GIVEN INFORMATION:
*** Begin section ***

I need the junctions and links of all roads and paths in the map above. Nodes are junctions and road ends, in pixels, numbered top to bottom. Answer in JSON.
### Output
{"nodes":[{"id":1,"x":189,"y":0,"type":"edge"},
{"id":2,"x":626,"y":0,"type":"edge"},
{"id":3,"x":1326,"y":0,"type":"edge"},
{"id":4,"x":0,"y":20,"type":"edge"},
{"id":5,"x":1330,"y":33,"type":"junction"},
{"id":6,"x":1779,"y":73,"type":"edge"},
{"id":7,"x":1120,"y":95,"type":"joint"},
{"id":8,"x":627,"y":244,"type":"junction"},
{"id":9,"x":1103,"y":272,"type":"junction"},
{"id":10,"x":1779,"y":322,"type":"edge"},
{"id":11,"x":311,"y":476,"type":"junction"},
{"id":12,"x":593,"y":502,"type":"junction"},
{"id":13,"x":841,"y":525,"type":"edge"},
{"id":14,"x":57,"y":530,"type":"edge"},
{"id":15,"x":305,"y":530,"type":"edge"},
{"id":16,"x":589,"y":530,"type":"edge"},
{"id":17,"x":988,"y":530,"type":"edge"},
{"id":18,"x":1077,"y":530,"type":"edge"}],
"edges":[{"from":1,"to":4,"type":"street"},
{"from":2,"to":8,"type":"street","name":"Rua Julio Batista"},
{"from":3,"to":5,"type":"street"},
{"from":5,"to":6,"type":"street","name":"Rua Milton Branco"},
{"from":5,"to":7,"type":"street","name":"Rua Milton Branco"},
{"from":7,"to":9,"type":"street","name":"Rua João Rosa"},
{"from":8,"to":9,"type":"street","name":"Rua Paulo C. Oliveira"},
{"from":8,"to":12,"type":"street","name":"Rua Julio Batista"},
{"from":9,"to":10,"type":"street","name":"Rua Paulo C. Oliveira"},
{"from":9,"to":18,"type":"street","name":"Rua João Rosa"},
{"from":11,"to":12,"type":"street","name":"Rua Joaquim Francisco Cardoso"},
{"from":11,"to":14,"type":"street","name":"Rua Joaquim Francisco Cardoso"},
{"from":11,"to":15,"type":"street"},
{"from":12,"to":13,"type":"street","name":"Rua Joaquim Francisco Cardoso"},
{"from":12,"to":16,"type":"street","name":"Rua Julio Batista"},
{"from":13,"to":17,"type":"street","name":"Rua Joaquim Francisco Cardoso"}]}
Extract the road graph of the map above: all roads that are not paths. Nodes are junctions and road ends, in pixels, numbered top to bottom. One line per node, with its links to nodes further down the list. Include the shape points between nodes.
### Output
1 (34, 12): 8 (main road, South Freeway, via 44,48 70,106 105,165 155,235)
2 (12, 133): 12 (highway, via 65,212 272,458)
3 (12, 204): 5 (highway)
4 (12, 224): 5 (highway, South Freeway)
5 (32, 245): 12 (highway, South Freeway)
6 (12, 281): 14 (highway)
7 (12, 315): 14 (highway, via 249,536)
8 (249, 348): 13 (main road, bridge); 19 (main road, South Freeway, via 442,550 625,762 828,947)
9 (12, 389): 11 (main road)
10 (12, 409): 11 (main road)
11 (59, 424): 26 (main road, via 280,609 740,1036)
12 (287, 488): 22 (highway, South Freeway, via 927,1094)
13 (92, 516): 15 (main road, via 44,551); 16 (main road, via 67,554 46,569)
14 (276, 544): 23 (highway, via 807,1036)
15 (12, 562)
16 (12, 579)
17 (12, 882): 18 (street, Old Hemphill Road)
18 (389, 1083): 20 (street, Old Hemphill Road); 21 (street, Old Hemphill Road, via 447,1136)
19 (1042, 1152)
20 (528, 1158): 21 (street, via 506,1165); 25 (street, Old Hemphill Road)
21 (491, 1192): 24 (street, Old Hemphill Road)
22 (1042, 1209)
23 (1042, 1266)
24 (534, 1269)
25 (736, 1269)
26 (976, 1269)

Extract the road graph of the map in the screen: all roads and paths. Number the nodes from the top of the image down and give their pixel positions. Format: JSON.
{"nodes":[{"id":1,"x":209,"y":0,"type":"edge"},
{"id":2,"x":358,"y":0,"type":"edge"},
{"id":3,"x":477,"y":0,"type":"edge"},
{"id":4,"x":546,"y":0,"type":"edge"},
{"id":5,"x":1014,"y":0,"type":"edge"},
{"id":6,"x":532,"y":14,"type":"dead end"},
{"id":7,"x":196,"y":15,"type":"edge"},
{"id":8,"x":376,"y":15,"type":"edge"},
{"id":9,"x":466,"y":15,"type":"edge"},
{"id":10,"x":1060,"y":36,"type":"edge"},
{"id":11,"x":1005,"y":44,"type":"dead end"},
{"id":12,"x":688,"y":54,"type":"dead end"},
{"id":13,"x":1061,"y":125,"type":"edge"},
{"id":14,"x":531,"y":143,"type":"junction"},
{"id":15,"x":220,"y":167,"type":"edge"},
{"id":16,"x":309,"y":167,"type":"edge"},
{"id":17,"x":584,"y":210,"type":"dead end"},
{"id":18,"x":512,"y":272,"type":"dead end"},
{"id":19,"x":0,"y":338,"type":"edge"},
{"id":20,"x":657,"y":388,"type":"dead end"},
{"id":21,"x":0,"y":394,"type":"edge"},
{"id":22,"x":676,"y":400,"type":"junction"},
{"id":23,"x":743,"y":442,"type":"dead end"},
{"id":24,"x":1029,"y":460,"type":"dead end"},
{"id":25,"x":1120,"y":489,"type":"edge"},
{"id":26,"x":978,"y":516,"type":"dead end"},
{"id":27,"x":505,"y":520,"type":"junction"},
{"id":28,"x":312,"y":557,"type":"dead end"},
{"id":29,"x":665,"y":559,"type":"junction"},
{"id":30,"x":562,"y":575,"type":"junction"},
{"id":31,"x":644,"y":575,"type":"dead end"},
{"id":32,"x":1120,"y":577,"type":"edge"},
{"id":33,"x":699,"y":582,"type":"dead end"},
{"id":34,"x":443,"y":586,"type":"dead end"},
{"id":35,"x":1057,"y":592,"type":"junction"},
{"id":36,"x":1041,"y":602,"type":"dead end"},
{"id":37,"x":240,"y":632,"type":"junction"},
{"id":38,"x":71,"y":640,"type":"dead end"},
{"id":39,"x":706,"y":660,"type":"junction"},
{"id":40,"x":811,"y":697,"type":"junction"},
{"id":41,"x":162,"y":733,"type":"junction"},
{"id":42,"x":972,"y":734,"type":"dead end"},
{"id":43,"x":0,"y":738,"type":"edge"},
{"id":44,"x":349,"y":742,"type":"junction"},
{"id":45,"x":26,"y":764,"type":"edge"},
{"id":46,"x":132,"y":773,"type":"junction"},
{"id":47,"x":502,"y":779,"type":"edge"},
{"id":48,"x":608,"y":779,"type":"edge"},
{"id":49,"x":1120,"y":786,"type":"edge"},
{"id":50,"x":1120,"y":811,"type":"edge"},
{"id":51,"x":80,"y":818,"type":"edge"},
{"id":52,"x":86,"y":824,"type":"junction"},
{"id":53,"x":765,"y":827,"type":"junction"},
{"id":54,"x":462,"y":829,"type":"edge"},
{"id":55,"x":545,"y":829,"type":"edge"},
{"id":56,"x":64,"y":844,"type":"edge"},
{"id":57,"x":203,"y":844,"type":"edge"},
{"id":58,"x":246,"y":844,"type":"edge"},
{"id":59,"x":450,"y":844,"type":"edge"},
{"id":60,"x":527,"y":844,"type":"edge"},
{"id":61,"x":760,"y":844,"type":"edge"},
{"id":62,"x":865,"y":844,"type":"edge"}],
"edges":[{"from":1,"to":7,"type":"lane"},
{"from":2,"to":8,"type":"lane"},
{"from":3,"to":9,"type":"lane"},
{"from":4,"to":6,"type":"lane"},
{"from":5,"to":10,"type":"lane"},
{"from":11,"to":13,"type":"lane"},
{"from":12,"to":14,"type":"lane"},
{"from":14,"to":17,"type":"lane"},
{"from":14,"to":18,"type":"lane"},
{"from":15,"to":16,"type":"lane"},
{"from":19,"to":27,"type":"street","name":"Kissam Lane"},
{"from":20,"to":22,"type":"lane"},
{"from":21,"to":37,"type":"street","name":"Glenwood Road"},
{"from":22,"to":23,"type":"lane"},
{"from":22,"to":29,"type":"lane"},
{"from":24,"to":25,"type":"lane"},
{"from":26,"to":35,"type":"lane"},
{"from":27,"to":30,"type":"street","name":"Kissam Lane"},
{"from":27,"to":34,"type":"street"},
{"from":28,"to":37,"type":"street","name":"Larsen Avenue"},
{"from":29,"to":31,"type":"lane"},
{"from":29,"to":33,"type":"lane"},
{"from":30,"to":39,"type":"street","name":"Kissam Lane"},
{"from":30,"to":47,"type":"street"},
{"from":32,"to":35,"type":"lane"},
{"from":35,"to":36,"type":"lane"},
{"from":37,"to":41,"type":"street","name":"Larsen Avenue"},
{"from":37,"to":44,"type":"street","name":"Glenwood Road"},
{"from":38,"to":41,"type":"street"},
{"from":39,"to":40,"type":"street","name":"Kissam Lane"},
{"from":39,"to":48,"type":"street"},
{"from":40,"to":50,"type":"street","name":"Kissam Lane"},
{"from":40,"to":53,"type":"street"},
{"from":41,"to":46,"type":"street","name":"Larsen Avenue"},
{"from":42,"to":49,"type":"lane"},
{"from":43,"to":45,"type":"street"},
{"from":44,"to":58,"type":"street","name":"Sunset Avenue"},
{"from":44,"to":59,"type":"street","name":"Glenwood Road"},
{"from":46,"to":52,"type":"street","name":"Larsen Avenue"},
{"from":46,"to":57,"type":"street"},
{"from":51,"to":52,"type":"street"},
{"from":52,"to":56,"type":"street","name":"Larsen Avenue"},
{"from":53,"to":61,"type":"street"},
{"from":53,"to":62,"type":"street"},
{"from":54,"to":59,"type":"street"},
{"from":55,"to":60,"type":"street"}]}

*** End section ***

From the data, collect all lines where the string "Paulo" appears.

TASK SOLUTION:
{"from":8,"to":9,"type":"street","name":"Rua Paulo C. Oliveira"},
{"from":9,"to":10,"type":"street","name":"Rua Paulo C. Oliveira"},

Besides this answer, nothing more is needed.